Canadian Hydrogen Observatory: Insights to fuel…
Applying natural language processing techniques on Tweets
Communication on Twitter is now a must-do for all political leaders; it allows direct and instantaneous interactions with their electorate. A good example is the use of Twitter by the president of the United States: Donald Trump. He tweeted about 11 000 times in his first 33 months at the White House.
With the upcoming French municipal elections, we found it interesting to deep dive in the tweets made by the candidates for the Paris mayor’s race. We focused the analysis on the main candidates in the race (list as of February the 7th 2020, ranked from left-wing to right-wing):
As every Data Science project, we started with descriptive data analysis on every candidates and then went into data modelling on the two main candidates using sentiment analysis with the new deep learning architecture for French NLP (Natural Language Processing): FlauBERT and topic analysis thanks to Latent Dirichlet Allocation.

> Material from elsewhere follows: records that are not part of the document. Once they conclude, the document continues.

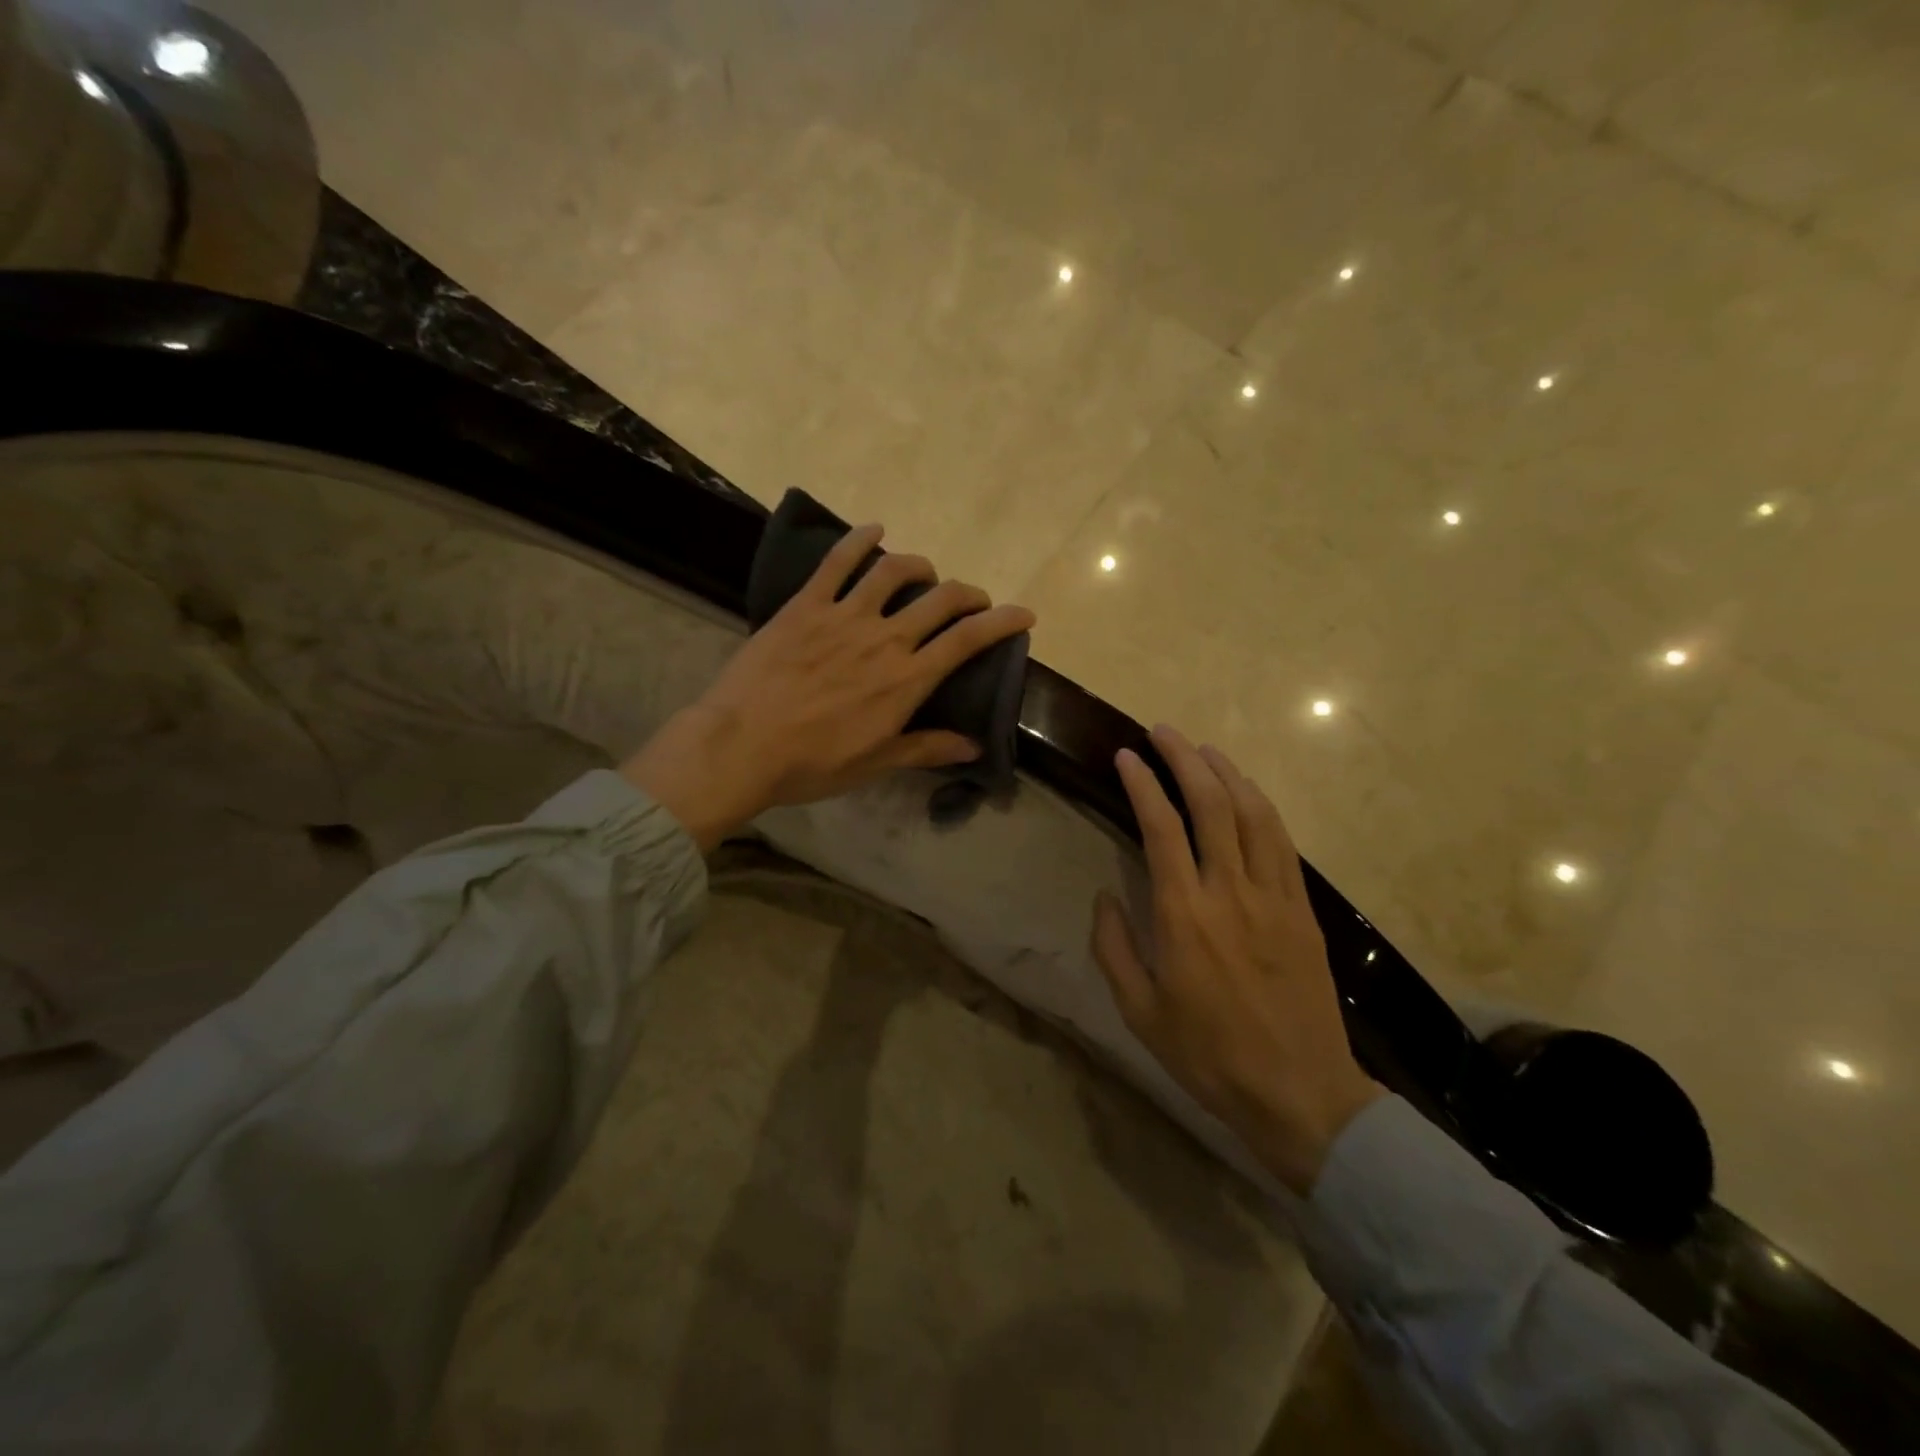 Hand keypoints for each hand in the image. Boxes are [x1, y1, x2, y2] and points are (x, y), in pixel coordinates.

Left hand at [622, 524, 1034, 850]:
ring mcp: (843, 616)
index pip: (967, 641)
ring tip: (925, 571)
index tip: (1023, 614)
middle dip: (967, 594)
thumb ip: (926, 748)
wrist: (741, 746)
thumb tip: (973, 746)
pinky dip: (858, 540)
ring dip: (919, 565)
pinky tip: (874, 530)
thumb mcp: (876, 763)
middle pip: (940, 600)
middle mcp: (885, 639)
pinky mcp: (806, 605)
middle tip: (972, 601)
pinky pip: (837, 562)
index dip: (1002, 622)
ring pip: (894, 572)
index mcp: (906, 680)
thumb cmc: (812, 764)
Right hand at [1091, 726, 1382, 1194]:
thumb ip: (1114, 947)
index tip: (1126, 756)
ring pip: (1253, 814)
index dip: (1142, 784)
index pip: (1161, 828)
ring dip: (1226, 773)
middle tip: (1162, 732)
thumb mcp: (1139, 1012)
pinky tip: (1247, 793)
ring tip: (1203, 750)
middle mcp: (1230, 892)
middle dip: (1183, 759)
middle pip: (1210, 805)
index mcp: (1184, 916)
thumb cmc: (1208, 1055)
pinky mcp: (1303, 909)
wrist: (1299, 1093)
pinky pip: (1283, 843)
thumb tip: (1106, 897)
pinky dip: (1262, 807)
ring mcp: (1274, 897)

To collect the different tweets from the candidates, we have been using the Python library Tweepy. We retrieved all actions from the 07th of August 2019 to the 07th of February 2020, accounting for 19,375 actions from the candidates.
At this stage, we are not differentiating Tweets, Retweets, Quotes or Replies but will do later in the analysis. We are using the term “action” to name one of the four interactions above. For understanding purposes, please let us remind you the Twitter vocabulary:
For the Tweets of the candidates, we will also count the number interactions with other Twitter users:
As displayed below, we observe high discrepancies between candidates in their number of Twitter actions. Overall, the left-wing candidates are using much more Twitter than the right-wing ones. As the current mayor, A. Hidalgo is the candidate who communicates the most with more than 7,000 actions.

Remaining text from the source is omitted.